#### WHAT IS REQUIRED
From the records below, transcribe only the lines running from the one with "position:absolute; left:378px; top:12px;" through the one with "position:absolute; left:322px; top:12px;". Keep both of those end lines.

[Collected data entries]
►
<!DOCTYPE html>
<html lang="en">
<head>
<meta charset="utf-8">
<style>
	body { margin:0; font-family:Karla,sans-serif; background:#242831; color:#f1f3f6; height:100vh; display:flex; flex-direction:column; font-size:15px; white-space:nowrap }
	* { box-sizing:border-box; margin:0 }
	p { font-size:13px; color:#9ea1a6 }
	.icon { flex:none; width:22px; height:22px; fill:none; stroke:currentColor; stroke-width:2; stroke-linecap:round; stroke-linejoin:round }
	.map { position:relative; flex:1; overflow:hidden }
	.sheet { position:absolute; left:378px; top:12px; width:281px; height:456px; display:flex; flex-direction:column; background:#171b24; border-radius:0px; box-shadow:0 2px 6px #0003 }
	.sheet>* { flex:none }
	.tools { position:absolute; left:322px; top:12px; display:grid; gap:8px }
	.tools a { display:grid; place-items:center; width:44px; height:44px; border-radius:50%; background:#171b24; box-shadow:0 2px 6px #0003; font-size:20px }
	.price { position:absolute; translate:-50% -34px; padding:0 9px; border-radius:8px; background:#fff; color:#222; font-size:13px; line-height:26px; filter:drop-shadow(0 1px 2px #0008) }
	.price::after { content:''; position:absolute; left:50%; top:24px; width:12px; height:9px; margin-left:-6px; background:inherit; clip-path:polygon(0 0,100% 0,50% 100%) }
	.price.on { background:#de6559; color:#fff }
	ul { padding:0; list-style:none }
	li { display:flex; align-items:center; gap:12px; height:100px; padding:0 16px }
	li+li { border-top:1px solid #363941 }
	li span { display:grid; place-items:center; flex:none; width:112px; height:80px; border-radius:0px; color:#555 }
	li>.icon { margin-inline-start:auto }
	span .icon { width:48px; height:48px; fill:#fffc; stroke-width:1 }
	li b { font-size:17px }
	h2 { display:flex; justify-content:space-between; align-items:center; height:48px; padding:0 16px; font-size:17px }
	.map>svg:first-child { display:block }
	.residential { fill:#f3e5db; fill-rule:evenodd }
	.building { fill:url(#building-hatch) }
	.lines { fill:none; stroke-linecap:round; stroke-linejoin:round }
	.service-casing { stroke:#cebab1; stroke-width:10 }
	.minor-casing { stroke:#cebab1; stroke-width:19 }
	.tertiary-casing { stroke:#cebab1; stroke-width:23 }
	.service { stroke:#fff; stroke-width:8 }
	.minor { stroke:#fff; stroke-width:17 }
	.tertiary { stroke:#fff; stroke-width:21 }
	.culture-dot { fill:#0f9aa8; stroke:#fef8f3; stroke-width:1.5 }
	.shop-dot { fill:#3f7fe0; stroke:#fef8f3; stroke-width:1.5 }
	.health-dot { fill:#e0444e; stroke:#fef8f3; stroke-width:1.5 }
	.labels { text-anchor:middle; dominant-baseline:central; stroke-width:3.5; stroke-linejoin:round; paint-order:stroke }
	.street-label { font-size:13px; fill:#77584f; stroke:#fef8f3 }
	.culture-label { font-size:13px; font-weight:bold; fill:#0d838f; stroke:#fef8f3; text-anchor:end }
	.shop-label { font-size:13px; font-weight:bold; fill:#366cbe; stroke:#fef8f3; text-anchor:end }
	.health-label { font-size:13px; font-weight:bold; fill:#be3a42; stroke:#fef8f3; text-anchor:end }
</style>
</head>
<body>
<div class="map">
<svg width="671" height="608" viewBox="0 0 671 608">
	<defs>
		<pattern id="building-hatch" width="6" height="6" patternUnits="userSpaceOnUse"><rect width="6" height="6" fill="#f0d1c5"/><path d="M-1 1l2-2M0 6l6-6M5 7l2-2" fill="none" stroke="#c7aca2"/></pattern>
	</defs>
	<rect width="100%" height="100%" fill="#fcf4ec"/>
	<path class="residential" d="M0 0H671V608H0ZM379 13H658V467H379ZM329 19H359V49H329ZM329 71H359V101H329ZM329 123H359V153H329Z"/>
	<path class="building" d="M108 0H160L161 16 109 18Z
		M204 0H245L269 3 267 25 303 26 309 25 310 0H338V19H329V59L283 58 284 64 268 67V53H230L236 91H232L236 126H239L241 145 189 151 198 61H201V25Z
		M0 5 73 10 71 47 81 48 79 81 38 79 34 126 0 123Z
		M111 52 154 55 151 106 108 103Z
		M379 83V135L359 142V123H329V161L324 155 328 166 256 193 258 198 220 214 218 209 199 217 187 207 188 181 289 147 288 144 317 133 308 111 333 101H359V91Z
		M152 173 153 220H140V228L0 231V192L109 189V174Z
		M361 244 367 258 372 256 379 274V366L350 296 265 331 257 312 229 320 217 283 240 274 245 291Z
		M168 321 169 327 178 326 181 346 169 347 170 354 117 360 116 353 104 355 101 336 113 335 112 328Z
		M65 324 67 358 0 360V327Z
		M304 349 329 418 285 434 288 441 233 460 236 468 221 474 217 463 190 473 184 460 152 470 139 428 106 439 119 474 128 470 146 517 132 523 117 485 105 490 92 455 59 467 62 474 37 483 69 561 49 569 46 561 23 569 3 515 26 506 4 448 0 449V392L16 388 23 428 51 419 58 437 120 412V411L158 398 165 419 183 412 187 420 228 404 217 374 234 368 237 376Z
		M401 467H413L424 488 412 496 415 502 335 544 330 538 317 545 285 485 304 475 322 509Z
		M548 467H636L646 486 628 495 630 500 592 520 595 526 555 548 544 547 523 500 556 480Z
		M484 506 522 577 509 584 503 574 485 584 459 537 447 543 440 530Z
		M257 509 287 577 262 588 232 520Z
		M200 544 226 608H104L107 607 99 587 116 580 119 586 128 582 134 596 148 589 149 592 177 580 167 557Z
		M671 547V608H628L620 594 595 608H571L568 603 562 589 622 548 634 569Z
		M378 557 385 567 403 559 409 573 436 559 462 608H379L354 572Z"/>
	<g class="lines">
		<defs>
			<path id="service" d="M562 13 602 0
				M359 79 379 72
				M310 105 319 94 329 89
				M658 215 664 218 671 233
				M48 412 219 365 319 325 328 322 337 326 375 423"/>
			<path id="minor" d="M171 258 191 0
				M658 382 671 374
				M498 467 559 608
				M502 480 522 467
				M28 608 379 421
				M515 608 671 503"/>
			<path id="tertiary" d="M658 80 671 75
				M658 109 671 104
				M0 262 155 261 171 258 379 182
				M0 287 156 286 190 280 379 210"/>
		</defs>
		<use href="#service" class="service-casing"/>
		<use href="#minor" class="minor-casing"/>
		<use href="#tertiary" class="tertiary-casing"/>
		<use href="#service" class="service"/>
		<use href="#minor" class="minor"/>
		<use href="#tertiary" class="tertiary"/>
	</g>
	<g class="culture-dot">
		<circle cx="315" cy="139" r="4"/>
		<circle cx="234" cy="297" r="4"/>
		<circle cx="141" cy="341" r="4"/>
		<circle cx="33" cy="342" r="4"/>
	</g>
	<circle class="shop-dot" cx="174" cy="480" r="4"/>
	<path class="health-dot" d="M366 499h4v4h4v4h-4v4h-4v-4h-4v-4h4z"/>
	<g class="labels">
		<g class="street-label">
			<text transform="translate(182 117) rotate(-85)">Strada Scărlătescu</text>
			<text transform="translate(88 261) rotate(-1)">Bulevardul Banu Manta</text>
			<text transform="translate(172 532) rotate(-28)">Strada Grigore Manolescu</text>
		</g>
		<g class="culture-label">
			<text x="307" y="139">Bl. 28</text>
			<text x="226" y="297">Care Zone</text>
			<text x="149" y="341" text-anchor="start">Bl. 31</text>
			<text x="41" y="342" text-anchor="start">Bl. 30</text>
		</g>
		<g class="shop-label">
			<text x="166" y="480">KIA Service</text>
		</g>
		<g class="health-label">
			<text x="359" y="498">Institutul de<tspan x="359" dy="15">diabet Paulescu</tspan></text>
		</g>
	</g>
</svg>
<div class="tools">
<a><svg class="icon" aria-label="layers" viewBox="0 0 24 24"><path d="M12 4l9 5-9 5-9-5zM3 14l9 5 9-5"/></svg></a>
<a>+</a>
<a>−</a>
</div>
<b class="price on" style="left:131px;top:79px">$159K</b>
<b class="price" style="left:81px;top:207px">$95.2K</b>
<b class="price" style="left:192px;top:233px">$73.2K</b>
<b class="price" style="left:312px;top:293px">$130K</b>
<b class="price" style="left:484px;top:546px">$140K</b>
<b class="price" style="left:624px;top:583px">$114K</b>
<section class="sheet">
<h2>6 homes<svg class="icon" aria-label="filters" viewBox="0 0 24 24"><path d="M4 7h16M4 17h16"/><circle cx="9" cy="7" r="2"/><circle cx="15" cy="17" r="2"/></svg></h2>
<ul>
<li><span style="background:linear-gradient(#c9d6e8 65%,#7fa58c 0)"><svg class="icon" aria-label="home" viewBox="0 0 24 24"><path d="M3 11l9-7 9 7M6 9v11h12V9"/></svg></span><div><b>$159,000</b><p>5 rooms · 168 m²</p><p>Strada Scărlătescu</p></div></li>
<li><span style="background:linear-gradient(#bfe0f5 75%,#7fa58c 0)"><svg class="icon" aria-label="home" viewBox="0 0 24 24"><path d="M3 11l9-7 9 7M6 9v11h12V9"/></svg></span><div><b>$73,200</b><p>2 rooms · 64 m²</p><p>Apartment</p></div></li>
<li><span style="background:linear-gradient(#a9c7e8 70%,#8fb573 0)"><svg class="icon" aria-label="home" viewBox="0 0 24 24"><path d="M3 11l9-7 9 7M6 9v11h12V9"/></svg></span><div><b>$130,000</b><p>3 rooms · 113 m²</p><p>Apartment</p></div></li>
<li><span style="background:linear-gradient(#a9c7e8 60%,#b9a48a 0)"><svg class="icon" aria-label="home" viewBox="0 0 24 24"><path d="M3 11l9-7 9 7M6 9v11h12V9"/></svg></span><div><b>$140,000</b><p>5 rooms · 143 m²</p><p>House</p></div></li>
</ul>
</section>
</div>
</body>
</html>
◄
#### OUTPUT FOR THIS TASK
	.sheet { position:absolute; left:378px; top:12px; width:281px; height:456px; display:flex; flex-direction:column; background:#171b24; border-radius:0px; box-shadow:0 2px 6px #0003 }
	.sheet>* { flex:none }
	.tools { position:absolute; left:322px; top:12px; display:grid; gap:8px }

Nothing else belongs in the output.